Tuesday, August 28, 2012

one minute

"One minute."

That's what I thought when I crossed the finish line.  I was one (f'ing) minute over a 2 hour half-marathon.  In training, I've run 13.1 miles each month for the past three months and every single one has been at exactly 2:00.

So I knew I could do... but then again, I didn't.

It hit me about mile 10, like it does most times.  10 miles is the perfect run, enough to feel like you really did something, but not too much where you cuss under your breath about 'why the hell I ever thought this was a good idea'.

At mile 10, I looked up, sucked in air and whispered 'fuck' to no one but myself.  It turned from paved to gravel and even better, it was headed straight up to the clouds.  Running on rocks makes me feel unsteady, makes me lose my footing and forces me to think too much about every step, but I dug in my heels anyways and worked up it, moving slower and slower with every step.

Then I did what I never do, I stopped running.  I looked around, surveyed that lots of people were walking and justified it... 'maybe it will help me in the end' I thought.  I've never walked, only because once I do, I fear it gives me permission to do it again, and maybe again.

I'm pretty sure I had the look of defeat on my face as I reached mid-way up the 'mountain'.

Then a woman ran up beside me, slapped me on the shoulder and with a stern voice directed me to "Come on!".

It was exactly what I needed.

And it's exactly what I thought about hours later when I was driving my mini-van to drop off our latest DVDs at Redbox, just another mundane task on my to-do list, checked off.

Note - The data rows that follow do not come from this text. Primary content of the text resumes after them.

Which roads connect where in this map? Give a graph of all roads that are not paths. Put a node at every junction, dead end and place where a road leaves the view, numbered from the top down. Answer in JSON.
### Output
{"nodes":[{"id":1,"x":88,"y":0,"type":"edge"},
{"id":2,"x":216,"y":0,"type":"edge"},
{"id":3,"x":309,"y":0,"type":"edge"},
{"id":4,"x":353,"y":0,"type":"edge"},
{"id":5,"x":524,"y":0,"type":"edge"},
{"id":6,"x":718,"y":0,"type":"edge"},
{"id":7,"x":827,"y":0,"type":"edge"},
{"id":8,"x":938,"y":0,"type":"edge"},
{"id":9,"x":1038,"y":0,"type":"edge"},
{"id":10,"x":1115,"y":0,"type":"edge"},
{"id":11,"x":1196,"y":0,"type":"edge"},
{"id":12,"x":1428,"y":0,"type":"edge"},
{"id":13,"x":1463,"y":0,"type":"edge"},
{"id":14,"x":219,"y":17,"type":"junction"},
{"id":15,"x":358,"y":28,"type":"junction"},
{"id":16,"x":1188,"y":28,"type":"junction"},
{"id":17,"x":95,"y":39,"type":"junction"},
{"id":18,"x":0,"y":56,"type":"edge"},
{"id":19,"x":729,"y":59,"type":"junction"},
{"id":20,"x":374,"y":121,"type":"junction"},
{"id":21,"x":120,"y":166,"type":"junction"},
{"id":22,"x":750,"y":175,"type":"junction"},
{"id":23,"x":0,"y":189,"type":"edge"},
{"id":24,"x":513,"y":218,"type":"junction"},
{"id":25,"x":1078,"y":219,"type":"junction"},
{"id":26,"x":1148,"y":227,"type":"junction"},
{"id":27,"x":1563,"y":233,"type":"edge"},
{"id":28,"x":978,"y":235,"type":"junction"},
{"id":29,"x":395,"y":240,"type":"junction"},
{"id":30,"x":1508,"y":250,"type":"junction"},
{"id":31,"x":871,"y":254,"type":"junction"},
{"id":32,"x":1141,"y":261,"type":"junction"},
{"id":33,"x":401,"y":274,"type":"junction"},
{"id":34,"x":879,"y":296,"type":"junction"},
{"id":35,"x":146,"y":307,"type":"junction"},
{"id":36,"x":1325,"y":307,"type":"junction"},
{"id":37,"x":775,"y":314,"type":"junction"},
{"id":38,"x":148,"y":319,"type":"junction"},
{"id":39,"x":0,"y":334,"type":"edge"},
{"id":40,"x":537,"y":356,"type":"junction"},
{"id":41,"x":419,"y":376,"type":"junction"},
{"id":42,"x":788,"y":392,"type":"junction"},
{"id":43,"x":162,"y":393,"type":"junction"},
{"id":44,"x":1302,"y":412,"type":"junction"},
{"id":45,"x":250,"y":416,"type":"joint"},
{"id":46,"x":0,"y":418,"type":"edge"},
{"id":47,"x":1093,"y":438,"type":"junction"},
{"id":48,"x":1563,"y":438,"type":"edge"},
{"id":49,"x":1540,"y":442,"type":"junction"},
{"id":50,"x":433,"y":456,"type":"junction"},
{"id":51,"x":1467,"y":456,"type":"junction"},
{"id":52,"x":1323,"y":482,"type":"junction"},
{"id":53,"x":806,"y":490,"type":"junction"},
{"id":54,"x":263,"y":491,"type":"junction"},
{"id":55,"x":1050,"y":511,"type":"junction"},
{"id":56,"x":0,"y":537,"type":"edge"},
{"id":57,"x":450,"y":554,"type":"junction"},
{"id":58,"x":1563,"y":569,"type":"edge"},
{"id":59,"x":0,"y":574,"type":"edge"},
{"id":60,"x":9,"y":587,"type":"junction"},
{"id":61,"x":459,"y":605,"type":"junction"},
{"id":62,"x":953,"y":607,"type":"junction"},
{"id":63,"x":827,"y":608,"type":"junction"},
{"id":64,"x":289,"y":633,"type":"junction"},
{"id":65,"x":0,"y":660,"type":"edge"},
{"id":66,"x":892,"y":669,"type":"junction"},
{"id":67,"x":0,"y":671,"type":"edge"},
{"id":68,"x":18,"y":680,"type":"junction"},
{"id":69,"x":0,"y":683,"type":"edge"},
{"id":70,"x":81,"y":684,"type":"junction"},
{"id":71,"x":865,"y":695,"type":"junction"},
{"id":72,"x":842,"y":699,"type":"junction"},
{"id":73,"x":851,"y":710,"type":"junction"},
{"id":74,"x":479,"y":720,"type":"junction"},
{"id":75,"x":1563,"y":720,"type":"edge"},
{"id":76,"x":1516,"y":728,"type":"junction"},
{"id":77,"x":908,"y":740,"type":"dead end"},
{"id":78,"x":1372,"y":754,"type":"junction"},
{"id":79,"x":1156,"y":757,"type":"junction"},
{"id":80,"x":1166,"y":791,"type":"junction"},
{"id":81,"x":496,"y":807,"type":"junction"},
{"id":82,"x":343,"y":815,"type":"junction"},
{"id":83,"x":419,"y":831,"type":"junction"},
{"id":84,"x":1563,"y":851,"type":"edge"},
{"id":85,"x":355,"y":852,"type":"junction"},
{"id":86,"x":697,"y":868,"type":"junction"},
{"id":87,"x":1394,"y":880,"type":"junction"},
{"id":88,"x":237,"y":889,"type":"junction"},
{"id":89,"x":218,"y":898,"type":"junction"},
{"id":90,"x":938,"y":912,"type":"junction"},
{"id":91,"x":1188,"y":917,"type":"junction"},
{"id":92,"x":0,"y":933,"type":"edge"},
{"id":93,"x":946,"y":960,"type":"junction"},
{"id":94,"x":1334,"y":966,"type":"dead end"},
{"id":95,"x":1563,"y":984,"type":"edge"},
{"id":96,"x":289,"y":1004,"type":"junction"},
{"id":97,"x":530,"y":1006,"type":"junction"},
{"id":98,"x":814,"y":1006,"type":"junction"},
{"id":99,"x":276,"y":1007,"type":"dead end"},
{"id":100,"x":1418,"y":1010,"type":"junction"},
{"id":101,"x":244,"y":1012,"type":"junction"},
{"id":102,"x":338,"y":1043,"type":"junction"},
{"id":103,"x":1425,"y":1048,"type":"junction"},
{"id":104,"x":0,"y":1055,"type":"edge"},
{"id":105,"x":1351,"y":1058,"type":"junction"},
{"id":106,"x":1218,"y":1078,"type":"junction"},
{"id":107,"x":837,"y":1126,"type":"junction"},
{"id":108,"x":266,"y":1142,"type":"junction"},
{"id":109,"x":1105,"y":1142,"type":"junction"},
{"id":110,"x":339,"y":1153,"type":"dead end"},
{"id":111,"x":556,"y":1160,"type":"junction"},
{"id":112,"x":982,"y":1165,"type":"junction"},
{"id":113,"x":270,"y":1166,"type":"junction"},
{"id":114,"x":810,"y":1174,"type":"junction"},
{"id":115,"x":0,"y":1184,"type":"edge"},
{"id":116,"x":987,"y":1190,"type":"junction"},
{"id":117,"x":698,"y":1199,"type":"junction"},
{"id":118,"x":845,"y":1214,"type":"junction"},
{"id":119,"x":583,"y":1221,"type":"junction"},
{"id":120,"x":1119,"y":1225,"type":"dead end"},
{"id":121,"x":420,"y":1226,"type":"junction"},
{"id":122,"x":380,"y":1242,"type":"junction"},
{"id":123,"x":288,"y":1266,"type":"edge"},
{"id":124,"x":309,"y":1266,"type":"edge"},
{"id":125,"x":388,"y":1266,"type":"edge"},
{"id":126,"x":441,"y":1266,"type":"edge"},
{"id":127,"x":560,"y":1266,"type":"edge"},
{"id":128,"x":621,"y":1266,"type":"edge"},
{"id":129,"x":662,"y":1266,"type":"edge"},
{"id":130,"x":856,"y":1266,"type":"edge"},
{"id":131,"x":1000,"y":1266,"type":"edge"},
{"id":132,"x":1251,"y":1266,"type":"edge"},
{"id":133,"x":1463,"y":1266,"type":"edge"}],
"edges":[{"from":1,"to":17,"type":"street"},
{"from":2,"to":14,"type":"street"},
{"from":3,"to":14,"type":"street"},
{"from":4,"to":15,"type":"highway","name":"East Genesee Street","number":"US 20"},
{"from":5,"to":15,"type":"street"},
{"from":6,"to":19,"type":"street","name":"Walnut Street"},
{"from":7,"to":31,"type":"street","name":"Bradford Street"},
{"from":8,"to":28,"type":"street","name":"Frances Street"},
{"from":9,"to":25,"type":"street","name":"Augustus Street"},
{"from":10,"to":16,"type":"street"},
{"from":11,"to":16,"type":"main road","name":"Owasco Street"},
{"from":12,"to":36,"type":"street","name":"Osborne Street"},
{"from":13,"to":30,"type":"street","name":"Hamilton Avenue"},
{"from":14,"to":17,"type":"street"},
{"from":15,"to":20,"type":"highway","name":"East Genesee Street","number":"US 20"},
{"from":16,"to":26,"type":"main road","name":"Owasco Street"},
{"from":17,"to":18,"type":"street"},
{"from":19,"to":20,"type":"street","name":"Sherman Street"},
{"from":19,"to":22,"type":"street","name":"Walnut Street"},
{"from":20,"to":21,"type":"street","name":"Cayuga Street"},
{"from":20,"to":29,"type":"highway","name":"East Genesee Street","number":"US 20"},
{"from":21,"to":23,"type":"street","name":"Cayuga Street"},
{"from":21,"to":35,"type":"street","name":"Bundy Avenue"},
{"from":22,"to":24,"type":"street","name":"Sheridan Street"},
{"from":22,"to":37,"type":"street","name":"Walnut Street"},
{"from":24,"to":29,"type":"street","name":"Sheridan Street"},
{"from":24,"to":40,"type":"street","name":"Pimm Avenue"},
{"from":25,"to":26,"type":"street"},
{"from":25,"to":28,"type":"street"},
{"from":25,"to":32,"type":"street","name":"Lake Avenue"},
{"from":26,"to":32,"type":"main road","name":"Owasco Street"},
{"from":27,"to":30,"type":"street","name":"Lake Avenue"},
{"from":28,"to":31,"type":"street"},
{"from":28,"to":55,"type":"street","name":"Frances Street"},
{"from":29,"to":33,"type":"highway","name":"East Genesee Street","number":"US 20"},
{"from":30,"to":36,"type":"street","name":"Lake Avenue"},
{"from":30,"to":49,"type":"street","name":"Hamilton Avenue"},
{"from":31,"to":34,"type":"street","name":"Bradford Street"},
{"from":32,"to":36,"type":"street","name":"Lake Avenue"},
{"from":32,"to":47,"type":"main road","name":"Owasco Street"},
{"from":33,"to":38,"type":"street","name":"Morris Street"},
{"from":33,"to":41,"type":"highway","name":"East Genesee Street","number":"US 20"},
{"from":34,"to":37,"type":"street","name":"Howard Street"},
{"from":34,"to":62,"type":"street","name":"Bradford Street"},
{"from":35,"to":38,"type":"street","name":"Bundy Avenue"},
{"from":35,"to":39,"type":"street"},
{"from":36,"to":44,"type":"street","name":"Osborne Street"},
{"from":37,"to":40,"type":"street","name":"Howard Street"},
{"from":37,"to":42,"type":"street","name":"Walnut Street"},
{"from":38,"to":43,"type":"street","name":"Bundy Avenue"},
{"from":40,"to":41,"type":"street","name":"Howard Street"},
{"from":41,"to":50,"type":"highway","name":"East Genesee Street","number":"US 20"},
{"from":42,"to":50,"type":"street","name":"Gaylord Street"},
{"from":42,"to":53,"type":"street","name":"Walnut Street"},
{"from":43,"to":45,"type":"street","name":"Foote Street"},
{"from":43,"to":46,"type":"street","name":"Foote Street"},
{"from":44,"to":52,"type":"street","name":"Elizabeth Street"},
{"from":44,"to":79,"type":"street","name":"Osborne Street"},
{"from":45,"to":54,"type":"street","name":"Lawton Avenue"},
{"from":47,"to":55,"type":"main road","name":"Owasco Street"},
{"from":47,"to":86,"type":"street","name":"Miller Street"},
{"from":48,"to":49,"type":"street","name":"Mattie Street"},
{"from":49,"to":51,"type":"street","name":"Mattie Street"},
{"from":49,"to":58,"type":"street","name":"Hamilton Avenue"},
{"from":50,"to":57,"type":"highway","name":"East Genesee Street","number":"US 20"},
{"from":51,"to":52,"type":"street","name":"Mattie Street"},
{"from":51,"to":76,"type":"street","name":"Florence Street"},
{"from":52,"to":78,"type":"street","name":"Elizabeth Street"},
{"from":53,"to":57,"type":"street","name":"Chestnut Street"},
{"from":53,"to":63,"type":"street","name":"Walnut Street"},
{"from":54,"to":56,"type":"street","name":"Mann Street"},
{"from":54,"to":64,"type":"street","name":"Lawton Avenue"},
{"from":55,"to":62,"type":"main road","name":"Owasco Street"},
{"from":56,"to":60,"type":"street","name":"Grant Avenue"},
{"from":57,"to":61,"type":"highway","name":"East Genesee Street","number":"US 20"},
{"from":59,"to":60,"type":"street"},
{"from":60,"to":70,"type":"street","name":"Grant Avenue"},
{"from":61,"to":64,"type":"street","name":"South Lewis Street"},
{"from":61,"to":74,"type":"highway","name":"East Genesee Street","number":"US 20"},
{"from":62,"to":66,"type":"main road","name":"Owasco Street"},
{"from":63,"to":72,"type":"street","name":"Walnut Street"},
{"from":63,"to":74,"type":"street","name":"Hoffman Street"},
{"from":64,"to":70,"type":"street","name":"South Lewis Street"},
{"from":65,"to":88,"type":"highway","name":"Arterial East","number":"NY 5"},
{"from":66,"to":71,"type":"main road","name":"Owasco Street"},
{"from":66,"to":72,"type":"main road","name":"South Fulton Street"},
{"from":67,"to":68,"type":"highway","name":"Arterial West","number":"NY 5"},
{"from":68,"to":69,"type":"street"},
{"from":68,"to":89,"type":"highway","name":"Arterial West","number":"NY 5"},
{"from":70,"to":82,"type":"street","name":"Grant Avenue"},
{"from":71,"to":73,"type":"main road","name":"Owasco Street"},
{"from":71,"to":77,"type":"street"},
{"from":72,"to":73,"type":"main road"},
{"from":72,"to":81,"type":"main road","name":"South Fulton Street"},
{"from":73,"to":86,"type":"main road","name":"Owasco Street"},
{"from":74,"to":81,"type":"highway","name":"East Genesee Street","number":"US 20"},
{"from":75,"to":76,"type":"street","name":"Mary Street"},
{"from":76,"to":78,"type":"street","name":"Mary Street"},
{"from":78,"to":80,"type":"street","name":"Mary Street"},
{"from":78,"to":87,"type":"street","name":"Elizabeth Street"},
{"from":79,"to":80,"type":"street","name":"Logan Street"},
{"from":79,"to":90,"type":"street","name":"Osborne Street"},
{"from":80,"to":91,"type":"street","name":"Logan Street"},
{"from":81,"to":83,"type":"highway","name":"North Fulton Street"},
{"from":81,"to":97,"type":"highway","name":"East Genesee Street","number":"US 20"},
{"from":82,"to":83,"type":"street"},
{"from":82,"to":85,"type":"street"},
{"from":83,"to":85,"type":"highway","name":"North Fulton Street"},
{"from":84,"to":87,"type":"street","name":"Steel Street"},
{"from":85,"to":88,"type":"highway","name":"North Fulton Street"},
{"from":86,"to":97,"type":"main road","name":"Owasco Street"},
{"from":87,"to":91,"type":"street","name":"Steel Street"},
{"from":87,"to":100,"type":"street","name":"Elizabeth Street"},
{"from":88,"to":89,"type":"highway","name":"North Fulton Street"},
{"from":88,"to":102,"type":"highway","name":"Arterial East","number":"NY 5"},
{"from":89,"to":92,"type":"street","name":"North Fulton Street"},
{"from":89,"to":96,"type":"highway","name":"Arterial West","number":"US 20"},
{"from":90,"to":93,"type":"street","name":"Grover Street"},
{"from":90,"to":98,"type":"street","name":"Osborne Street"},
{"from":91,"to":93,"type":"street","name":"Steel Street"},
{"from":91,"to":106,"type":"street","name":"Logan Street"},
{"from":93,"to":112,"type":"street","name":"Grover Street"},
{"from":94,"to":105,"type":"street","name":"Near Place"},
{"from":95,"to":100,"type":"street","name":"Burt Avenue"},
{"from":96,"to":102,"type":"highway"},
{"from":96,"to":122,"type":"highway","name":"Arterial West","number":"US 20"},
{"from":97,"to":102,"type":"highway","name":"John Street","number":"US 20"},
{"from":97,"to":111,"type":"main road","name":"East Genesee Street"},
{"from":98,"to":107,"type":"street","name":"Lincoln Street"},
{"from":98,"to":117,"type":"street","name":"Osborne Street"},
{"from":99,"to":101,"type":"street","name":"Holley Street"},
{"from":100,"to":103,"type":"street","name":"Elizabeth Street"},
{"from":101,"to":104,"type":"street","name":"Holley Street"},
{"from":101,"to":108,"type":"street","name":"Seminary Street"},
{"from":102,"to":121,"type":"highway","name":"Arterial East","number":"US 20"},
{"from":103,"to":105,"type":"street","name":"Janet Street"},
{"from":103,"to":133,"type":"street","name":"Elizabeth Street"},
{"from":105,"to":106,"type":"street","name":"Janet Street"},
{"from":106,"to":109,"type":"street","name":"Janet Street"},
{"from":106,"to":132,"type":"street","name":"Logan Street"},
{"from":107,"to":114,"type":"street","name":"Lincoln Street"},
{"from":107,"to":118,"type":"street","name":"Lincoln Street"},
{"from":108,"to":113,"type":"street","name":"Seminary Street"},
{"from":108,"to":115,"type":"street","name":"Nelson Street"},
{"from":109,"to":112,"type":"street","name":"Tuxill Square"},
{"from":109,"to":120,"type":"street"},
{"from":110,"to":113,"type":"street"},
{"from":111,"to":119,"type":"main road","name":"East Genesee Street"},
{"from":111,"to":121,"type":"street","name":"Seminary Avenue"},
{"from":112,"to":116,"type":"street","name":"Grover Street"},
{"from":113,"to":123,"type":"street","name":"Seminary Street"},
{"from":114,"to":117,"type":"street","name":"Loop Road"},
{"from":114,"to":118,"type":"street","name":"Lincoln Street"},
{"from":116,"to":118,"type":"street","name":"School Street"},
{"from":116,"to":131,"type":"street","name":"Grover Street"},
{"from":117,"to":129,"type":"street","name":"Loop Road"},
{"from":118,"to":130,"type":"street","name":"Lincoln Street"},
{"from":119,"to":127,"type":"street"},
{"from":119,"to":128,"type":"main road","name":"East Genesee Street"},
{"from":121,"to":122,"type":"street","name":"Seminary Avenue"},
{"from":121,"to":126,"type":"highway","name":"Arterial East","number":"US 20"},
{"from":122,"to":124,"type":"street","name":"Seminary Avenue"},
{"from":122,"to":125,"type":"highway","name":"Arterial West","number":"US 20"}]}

I thought about this stranger, this woman, who just slapped my shoulder and told me, essentially, to 'fuck it... it is what it is and let's kick some butt'.

I'm pretty sure she has no idea how what she said to me makes me feel.  It's become my new mantra.  When you think you can't make it any longer, you can.  When you think that you have it suckier than anyone else, you haven't looked around enough.  When you think that hill is a mountain, that this road is going in the wrong direction, when you regret the decisions you've made, you're wrong.

When you think that you can't take it- the kids, your work, the piles of life- for one more minute, you can.

It's just...
one minute.

7 comments:

MommyLisa said...

how great. yes. I needed this today.

Emmy said...

Very well said! And yes, even if you just set the goal to make it through that day, then you can always start over again the next.

And congrats on that half- that really is very amazing, even if it was slower than you wanted

darcie said...

::sigh:: so so true.

Also, lookit the new digs over here! I like it!

xxoo

Mrs. M said...

LOVE love love this. Perfect. We all have it in us to keep going!

justme said...

Inspirational and still great-so very glad you decided to blog again. :-)

amanda said...

this is why you are brilliant and a way better person than me...

thank you for sharing your wise words.

you are soooo right. and i need to remember that.

Shan said...

Apparently I have no sense of order when reading blogs anymore. Whatever. I'm here and I love this post.

Top to bottom, it reminds me of running my marathon 11 years ago. And of trying to find a way to push through just a couple solid miles at a time now. And of life.